----- LISTED ENTRIES
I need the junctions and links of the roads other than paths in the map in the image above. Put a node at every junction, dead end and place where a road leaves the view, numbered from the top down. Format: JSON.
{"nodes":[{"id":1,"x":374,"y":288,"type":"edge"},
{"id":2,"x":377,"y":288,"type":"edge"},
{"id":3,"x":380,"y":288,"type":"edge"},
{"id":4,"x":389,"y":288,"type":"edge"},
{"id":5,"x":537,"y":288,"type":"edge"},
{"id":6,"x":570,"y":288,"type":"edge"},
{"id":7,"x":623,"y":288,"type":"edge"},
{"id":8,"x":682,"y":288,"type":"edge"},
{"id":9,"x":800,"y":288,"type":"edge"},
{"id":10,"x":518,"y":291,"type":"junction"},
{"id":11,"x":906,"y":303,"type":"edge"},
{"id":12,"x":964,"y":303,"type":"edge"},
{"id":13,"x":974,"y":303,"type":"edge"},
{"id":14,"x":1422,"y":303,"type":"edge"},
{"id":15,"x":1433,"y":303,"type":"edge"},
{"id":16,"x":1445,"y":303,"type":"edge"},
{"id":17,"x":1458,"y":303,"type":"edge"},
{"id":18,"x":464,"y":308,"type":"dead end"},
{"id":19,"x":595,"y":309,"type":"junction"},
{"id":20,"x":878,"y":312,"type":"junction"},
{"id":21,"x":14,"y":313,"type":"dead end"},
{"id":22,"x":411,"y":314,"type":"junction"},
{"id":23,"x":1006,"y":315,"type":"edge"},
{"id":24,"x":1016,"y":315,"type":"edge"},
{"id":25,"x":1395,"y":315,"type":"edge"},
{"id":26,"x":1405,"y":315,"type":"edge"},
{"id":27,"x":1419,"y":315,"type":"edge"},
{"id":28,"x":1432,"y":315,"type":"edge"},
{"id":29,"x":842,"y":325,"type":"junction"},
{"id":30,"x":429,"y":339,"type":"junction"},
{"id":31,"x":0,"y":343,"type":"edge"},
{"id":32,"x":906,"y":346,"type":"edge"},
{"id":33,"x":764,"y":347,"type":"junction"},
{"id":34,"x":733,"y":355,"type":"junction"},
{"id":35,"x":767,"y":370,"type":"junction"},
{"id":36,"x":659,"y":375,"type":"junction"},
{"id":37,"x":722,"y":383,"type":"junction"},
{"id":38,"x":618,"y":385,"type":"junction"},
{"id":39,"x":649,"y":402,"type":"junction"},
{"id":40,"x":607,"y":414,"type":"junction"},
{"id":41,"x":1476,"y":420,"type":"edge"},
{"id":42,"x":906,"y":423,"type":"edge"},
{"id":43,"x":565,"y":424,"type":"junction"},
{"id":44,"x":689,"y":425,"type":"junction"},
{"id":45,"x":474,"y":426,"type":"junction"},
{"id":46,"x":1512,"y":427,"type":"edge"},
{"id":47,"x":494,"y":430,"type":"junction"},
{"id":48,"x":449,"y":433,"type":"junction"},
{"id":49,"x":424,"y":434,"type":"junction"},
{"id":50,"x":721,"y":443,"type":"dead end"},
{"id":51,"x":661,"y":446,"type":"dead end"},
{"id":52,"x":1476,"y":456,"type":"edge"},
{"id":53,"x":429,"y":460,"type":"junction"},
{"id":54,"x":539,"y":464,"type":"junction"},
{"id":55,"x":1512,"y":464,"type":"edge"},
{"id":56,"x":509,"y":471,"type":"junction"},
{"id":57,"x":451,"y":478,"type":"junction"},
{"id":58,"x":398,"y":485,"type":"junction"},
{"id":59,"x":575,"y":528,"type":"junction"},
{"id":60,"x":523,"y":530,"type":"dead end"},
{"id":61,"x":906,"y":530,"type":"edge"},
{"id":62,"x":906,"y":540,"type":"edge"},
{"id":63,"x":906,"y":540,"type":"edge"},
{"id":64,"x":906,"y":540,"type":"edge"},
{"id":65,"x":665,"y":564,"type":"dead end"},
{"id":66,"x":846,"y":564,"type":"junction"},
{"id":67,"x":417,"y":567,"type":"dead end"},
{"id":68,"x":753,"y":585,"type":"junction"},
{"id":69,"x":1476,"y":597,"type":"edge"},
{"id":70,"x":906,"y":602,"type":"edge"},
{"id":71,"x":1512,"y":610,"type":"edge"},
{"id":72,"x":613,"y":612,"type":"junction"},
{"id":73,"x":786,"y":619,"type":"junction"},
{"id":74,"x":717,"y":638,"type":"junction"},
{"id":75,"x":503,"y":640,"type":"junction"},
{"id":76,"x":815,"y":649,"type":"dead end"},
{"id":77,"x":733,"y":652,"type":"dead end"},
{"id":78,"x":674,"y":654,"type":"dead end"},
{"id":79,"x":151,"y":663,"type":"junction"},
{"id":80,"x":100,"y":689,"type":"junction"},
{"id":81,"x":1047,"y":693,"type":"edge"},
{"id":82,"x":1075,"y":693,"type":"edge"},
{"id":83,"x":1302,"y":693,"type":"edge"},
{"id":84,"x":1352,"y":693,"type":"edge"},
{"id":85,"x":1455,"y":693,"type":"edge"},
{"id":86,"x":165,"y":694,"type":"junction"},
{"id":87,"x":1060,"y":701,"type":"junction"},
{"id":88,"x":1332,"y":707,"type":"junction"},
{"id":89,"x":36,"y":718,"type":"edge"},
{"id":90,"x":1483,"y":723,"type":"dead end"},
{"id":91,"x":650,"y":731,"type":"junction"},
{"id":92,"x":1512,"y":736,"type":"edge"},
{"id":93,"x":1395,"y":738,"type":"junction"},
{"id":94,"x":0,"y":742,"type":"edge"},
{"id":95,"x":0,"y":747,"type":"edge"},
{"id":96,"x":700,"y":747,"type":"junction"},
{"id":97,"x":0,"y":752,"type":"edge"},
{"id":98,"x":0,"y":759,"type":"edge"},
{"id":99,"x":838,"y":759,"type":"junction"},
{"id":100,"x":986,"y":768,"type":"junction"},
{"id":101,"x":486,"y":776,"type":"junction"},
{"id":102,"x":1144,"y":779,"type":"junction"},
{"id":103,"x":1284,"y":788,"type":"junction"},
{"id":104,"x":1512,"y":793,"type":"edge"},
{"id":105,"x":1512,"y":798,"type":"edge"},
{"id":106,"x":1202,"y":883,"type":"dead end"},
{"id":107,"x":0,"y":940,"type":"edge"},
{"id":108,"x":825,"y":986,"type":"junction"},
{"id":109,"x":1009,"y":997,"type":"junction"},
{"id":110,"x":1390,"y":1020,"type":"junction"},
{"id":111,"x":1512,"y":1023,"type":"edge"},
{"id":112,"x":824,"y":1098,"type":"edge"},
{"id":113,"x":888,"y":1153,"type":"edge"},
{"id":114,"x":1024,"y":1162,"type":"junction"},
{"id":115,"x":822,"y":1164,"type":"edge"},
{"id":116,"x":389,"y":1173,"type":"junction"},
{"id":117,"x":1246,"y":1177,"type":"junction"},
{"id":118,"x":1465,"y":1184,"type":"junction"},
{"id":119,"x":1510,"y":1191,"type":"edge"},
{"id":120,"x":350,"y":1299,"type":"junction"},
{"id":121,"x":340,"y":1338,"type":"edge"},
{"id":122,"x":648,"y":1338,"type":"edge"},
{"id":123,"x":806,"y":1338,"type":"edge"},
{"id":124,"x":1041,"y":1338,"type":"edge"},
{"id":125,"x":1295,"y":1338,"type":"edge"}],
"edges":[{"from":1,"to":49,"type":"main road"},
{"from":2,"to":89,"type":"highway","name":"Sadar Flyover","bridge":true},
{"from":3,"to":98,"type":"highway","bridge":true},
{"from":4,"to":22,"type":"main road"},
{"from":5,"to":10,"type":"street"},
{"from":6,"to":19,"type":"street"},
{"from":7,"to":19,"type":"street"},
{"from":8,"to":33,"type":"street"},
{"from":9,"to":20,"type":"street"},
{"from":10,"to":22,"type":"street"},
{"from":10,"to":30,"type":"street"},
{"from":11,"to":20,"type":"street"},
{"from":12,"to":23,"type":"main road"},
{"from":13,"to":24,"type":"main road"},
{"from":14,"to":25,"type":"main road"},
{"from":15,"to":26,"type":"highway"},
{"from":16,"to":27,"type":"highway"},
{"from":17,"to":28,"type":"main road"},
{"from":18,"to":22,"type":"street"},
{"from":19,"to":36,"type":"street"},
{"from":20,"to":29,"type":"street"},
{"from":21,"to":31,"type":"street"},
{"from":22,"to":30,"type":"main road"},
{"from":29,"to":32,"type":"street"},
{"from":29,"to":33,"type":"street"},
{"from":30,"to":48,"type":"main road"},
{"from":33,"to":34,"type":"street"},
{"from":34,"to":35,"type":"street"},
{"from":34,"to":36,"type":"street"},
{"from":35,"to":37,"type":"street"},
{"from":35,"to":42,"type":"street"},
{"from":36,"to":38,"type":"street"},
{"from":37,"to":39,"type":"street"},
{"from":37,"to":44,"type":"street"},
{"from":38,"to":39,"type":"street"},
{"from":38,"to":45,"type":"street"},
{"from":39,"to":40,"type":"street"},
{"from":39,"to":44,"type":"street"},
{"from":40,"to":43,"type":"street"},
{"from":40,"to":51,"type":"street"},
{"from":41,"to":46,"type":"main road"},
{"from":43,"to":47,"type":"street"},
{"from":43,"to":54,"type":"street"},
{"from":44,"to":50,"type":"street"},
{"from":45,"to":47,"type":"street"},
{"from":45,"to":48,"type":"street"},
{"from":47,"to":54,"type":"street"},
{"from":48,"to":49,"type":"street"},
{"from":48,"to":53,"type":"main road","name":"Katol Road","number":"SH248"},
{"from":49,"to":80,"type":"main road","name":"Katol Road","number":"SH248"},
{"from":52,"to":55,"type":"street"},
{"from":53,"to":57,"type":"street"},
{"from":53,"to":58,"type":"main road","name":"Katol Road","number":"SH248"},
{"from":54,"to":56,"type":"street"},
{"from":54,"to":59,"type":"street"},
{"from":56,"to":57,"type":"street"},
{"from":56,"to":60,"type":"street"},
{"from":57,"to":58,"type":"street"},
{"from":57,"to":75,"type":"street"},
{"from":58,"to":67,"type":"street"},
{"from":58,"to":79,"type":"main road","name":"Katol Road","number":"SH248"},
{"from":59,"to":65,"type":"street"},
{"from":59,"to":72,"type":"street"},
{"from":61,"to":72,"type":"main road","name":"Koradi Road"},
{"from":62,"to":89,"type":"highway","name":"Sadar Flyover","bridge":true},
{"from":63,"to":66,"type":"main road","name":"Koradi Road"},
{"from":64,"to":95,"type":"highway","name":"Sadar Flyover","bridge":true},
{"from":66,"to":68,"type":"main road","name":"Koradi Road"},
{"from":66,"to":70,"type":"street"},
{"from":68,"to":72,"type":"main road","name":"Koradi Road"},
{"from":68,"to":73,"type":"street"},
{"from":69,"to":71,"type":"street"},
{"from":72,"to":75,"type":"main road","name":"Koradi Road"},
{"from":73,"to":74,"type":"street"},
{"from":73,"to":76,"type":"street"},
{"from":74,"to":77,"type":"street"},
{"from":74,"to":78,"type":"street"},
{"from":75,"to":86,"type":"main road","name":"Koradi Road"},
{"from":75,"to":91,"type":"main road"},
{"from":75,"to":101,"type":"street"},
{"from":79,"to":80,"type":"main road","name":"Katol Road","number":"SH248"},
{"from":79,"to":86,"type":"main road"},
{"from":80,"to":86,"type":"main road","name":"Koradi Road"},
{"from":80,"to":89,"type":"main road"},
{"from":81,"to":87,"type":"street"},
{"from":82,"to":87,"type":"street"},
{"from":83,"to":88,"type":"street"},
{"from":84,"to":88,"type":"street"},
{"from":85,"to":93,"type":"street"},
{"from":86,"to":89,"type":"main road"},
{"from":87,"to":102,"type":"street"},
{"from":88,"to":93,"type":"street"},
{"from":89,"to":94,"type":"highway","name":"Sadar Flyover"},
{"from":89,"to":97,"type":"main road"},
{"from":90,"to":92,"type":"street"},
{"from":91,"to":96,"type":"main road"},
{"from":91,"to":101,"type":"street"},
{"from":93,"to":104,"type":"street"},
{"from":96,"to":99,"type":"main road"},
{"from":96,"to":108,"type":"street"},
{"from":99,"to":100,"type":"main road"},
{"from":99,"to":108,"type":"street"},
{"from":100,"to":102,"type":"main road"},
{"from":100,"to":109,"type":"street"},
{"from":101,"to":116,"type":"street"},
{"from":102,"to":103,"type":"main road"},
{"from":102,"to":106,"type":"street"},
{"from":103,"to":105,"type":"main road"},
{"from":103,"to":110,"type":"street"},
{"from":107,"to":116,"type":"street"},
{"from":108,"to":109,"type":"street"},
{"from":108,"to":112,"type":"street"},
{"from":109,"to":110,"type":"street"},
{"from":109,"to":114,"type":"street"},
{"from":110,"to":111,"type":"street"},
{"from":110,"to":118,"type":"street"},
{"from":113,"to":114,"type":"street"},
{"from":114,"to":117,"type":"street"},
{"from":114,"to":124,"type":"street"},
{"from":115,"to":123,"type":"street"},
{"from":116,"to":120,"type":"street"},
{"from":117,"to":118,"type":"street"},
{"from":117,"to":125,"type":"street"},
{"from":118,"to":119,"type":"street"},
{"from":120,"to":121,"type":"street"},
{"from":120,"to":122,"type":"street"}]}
----------
EXERCISE DESCRIPTION: Apply a filter for "true" to the data above, then copy each line that matches.

TASK SOLUTION:
{"from":2,"to":89,"type":"highway","name":"Sadar Flyover","bridge":true},
{"from":3,"to":98,"type":"highway","bridge":true},
{"from":62,"to":89,"type":"highway","name":"Sadar Flyover","bridge":true},
{"from":64,"to":95,"type":"highway","name":"Sadar Flyover","bridge":true},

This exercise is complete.